Гена поднялся с пола и вынул из лежавшей на столе кобуры пистолет:
– Сидите тихо, я посмотрю. Это не может быть Вишнев, еще рано. И он позвонил бы прежде, чем идти – адреса моего он не знает.
Эта фраза заставила Марину занервничать еще сильнее. «Теряю былую хватку», – подумала она, вставая с дивана и на цыпочках подбираясь к двери.
Звук отпираемого замка усилил напряжение – кого это Гена впускает в квартиру? И вдруг раздался голос Ветки, от которого у Коваль задрожало что-то внутри – она не планировала встречу с подругой, мечтала избежать ее.
– Гена, мне больше некуда! – говорила меж тем Ветка в коридоре. – Алешка, слава богу, на реабилитации, хоть за него можно быть спокойной. Но я не могу – понимаешь, не могу больше терпеть! Не мо-гу! – выкрикнула она с таким отчаянием в голосе, что у Марины сжалось сердце. – Он оскорбляет меня, а я вынуждена слушать и проглатывать!
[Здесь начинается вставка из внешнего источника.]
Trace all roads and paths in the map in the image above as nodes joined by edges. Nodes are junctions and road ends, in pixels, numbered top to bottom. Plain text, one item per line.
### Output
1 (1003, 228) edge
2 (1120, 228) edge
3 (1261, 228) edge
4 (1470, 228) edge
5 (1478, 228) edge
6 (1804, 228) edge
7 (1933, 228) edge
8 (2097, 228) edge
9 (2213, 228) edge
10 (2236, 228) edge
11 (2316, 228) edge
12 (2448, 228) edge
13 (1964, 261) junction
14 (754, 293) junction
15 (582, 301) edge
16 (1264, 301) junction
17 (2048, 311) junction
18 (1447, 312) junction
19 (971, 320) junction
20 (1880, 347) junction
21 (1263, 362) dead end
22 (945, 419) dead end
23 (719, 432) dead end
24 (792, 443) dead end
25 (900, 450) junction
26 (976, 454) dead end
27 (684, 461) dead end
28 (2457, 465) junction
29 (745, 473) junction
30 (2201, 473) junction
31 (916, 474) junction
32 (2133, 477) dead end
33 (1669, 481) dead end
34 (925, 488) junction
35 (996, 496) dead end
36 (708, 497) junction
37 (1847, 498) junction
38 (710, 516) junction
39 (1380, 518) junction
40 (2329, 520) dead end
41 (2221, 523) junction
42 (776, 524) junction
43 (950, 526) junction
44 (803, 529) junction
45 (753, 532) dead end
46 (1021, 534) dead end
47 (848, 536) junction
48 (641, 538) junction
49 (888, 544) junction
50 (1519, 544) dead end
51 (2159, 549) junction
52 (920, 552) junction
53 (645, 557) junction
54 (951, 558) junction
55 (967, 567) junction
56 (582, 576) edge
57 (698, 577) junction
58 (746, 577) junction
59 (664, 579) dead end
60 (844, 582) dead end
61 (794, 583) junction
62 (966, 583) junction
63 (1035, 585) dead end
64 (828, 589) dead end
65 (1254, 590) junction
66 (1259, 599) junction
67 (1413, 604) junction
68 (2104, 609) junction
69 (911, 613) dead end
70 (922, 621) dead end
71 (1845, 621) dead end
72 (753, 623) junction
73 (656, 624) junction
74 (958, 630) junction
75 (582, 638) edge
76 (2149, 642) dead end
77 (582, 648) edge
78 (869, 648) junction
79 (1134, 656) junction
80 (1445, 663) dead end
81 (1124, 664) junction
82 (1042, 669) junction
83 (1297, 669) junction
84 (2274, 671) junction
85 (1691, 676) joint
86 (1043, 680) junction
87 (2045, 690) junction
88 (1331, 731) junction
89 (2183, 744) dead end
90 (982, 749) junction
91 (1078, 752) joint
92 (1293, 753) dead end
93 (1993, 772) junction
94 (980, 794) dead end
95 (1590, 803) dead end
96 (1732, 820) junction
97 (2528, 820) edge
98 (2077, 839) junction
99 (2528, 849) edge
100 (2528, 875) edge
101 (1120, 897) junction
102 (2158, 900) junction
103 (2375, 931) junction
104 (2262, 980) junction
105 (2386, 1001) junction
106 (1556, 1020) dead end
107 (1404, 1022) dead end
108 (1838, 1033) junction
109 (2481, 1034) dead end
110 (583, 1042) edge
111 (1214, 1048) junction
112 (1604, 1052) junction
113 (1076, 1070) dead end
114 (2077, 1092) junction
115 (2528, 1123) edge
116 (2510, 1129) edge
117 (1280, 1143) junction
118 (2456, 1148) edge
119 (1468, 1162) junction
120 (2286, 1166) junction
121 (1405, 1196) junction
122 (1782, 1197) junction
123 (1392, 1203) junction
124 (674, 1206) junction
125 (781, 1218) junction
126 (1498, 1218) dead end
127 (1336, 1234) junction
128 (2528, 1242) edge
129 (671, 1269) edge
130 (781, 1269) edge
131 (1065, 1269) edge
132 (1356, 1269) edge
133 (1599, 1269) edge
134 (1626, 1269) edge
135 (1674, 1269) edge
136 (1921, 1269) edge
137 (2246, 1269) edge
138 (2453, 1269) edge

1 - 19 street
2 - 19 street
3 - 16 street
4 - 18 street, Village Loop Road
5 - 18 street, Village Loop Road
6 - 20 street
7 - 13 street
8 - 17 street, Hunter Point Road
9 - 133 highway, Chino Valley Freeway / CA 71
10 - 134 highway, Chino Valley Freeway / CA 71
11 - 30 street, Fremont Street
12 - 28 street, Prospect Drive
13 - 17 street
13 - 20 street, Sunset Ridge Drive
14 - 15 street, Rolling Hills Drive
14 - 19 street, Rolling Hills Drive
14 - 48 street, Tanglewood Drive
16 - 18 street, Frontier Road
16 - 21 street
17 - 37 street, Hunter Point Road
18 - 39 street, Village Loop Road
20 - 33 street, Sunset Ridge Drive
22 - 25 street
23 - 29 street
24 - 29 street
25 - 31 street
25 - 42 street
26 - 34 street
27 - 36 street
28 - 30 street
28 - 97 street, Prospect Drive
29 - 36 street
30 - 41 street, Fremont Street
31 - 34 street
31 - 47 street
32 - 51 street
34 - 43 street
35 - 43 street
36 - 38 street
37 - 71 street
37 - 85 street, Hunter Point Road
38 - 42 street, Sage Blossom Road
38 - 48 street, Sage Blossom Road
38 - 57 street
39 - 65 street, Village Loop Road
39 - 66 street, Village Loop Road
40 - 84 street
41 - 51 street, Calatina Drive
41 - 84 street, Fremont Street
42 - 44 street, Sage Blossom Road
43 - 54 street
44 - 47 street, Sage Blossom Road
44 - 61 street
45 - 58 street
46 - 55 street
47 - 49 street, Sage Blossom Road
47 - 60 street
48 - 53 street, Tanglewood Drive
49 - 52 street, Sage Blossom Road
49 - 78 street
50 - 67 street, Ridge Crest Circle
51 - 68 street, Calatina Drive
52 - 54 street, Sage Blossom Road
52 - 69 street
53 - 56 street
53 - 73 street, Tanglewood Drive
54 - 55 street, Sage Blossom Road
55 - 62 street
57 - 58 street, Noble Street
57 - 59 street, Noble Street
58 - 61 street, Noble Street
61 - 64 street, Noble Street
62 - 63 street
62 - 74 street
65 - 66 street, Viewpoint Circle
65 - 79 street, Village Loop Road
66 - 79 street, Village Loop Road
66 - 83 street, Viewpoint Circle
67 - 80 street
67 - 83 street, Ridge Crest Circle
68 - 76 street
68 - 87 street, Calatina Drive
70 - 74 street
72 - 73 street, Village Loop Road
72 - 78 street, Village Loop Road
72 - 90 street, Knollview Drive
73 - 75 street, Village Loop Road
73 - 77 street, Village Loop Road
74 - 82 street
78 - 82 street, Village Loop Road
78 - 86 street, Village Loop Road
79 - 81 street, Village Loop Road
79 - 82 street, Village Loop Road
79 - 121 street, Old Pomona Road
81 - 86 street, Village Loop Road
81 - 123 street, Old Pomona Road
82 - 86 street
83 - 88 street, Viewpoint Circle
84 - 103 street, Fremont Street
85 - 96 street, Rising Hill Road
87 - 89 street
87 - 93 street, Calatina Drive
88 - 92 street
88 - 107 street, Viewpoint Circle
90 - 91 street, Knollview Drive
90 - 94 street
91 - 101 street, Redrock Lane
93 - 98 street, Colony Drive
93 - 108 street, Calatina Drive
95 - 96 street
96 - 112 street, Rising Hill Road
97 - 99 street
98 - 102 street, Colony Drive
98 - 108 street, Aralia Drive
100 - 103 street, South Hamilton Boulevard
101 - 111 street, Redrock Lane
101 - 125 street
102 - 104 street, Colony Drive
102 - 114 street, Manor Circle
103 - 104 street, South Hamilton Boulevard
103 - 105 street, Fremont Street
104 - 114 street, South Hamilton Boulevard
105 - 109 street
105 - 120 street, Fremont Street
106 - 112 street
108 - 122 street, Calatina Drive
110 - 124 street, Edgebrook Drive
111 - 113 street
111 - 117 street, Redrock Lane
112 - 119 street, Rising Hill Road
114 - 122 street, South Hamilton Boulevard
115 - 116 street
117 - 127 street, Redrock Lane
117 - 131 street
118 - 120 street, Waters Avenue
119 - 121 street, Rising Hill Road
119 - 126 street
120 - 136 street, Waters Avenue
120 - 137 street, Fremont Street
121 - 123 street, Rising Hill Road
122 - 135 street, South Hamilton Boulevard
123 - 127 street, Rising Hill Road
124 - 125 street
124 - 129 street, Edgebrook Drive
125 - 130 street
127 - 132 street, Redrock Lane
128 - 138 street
Сколько можно?! Я все время одна, все время с ребенком – и в ответ только оскорбления, пренебрежение! За что?! А теперь еще и вся эта суета со взрывами! И я вынуждена бояться и за Алешку, и за себя!
Она умолкла, а Гена хмуро поинтересовался:
– Чем я могу помочь, Виола Викторовна?
– Не знаю… мне просто не к кому больше… заберу Алешку и уеду к Маринке в Англию.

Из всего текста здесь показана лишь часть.